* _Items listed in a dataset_
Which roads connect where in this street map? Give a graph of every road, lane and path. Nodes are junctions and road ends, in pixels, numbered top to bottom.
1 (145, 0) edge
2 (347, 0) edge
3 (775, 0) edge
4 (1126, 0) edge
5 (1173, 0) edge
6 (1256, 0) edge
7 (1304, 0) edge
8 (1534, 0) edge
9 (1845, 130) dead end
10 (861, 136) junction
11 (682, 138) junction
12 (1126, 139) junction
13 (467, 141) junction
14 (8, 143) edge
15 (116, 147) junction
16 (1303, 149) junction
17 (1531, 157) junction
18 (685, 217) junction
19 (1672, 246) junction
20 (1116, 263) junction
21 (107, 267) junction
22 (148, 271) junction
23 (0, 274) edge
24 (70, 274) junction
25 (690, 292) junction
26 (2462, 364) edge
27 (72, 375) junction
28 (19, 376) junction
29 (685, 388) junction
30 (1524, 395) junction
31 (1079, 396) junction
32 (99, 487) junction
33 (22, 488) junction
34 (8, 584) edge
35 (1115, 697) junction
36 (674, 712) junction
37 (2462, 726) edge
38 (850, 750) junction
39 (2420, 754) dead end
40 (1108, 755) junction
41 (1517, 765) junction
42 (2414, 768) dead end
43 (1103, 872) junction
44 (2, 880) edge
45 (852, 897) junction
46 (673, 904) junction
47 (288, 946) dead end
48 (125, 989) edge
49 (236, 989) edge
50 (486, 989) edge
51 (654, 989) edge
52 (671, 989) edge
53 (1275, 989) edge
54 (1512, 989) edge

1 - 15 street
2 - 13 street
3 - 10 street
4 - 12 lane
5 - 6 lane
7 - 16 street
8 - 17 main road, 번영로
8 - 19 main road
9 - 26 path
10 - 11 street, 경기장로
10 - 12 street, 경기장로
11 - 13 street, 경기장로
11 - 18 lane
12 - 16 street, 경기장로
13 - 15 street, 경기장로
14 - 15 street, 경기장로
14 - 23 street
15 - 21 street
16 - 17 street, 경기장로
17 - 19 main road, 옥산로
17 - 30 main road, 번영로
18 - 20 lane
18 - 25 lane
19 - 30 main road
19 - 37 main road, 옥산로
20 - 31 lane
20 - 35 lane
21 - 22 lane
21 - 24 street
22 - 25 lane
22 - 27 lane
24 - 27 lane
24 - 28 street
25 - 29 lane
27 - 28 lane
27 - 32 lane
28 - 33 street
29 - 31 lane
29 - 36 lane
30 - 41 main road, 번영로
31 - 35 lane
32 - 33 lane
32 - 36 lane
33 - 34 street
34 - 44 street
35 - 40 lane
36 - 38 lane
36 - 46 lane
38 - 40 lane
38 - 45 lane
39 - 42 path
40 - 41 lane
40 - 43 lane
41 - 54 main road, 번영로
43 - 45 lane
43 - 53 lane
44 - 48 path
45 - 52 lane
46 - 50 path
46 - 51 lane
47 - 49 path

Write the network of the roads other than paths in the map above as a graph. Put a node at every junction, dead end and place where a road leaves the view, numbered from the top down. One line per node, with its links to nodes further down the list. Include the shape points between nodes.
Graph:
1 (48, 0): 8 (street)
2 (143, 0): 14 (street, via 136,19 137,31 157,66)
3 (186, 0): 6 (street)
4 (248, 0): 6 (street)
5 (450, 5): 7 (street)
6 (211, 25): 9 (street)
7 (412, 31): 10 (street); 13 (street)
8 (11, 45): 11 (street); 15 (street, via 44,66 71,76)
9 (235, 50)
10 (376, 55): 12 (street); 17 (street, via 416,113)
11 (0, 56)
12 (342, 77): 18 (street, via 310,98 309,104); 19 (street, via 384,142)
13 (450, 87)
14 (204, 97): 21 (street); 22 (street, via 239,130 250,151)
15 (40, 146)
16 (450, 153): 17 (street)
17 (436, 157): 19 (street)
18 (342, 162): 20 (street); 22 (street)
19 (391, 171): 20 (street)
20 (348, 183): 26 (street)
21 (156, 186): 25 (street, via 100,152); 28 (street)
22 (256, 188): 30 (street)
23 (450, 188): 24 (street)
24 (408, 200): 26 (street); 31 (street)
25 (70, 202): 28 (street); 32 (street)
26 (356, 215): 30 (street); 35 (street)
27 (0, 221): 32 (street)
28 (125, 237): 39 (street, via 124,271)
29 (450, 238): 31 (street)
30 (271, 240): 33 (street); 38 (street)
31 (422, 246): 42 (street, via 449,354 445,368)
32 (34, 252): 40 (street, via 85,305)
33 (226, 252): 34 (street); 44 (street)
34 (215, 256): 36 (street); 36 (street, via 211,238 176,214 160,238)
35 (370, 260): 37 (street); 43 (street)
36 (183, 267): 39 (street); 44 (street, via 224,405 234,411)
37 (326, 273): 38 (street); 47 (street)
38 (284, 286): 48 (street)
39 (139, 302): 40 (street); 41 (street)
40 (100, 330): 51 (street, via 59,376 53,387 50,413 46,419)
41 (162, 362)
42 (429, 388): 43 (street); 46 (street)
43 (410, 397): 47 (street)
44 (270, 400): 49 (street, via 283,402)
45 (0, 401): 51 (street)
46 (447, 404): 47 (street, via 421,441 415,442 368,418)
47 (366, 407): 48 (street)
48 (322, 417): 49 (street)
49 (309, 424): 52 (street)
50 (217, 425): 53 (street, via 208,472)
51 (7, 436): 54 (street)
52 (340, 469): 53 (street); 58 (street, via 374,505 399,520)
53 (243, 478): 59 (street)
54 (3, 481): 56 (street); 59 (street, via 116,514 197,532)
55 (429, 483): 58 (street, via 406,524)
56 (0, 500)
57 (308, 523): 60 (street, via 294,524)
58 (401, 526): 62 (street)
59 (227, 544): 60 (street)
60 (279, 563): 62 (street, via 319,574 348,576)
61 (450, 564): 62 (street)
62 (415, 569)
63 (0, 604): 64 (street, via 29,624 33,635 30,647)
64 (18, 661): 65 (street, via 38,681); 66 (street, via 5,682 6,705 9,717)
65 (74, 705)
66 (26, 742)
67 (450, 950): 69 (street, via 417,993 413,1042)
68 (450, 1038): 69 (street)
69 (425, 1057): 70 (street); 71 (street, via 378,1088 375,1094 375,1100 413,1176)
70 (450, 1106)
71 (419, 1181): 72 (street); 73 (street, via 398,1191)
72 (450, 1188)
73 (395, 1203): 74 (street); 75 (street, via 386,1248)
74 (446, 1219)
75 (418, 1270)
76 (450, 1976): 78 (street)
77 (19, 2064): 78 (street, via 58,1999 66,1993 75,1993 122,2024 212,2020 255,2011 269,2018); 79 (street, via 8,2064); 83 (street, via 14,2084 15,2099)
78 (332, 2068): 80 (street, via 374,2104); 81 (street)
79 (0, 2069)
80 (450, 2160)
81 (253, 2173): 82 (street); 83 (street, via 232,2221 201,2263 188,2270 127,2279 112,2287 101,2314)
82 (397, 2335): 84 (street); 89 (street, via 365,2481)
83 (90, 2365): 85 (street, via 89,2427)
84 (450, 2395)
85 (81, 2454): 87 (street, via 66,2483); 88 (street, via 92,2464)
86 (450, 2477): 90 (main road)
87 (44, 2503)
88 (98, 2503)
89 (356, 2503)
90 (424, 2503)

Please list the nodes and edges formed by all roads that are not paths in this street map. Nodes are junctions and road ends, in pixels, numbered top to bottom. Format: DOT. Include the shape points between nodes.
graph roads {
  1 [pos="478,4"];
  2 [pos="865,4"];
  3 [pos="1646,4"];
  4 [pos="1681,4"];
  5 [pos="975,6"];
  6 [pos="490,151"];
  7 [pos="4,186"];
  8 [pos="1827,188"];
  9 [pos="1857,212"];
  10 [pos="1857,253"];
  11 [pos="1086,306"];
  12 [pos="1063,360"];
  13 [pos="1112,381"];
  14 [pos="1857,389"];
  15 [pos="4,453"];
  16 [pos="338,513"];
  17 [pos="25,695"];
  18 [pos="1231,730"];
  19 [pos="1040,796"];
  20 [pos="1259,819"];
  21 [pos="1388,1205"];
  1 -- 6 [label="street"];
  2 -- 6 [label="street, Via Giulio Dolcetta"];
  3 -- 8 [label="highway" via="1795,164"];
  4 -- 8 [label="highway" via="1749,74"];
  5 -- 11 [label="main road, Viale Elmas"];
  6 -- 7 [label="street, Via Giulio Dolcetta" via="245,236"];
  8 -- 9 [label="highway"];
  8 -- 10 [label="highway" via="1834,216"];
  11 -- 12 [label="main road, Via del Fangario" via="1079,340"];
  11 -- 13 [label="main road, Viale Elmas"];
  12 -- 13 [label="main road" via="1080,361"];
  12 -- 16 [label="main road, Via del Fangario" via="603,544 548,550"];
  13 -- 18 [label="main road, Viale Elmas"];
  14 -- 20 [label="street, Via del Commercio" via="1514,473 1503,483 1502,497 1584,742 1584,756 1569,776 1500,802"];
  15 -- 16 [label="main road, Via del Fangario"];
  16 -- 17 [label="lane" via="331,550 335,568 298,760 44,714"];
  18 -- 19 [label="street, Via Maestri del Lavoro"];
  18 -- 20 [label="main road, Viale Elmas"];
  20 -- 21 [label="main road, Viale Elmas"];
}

* _Work required_
Only lines with the word "bottom" count here; copy every one from the records.

* _Result of the task_
Which roads connect where in this street map? Give a graph of every road, lane and path. Nodes are junctions and road ends, in pixels, numbered top to bottom.
Please list the nodes and edges formed by all roads that are not paths in this street map. Nodes are junctions and road ends, in pixels, numbered top to bottom. Format: DOT. Include the shape points between nodes.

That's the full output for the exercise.